### Brief
In full and without changes, output the data.

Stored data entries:
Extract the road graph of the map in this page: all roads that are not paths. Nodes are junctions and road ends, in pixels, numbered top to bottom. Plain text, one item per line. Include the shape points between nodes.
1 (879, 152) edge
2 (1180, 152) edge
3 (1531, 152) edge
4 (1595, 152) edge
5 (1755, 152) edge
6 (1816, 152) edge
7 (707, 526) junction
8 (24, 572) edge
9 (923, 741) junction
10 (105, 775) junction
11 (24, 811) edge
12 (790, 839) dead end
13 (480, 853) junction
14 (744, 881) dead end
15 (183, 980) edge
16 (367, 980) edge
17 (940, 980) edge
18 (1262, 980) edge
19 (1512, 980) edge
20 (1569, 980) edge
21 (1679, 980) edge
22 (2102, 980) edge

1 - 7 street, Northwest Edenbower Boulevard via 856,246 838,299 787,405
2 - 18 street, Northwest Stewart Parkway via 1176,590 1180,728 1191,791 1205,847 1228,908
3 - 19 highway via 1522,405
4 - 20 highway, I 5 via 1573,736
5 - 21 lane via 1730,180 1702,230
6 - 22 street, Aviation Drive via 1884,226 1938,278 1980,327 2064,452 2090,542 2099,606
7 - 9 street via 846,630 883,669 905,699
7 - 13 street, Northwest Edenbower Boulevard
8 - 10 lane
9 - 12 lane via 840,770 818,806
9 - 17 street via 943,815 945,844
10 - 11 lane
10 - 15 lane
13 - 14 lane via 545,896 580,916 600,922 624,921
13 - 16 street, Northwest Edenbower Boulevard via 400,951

### Exercise solution
Extract the road graph of the map in this page: all roads that are not paths. Nodes are junctions and road ends, in pixels, numbered top to bottom. Plain text, one item per line. Include the shape points between nodes.
1 (879, 152) edge
2 (1180, 152) edge
3 (1531, 152) edge
4 (1595, 152) edge
5 (1755, 152) edge
6 (1816, 152) edge
7 (707, 526) junction
8 (24, 572) edge
9 (923, 741) junction
10 (105, 775) junction
11 (24, 811) edge
12 (790, 839) dead end
13 (480, 853) junction
14 (744, 881) dead end
15 (183, 980) edge
16 (367, 980) edge
17 (940, 980) edge
18 (1262, 980) edge
19 (1512, 980) edge
20 (1569, 980) edge
21 (1679, 980) edge
22 (2102, 980) edge

1 - 7 street, Northwest Edenbower Boulevard via 856,246 838,299 787,405
2 - 18 street, Northwest Stewart Parkway via 1176,590 1180,728 1191,791 1205,847 1228,908
3 - 19 highway via 1522,405
4 - 20 highway, I 5 via 1573,736
5 - 21 lane via 1730,180 1702,230
6 - 22 street, Aviation Drive via 1884,226 1938,278 1980,327 2064,452 2090,542 2099,606
7 - 9 street via 846,630 883,669 905,699
7 - 13 street, Northwest Edenbower Boulevard
8 - 10 lane
9 - 12 lane via 840,770 818,806
9 - 17 street via 943,815 945,844
10 - 11 lane
10 - 15 lane
13 - 14 lane via 545,896 580,916 600,922 624,921
13 - 16 street, Northwest Edenbower Boulevard via 400,951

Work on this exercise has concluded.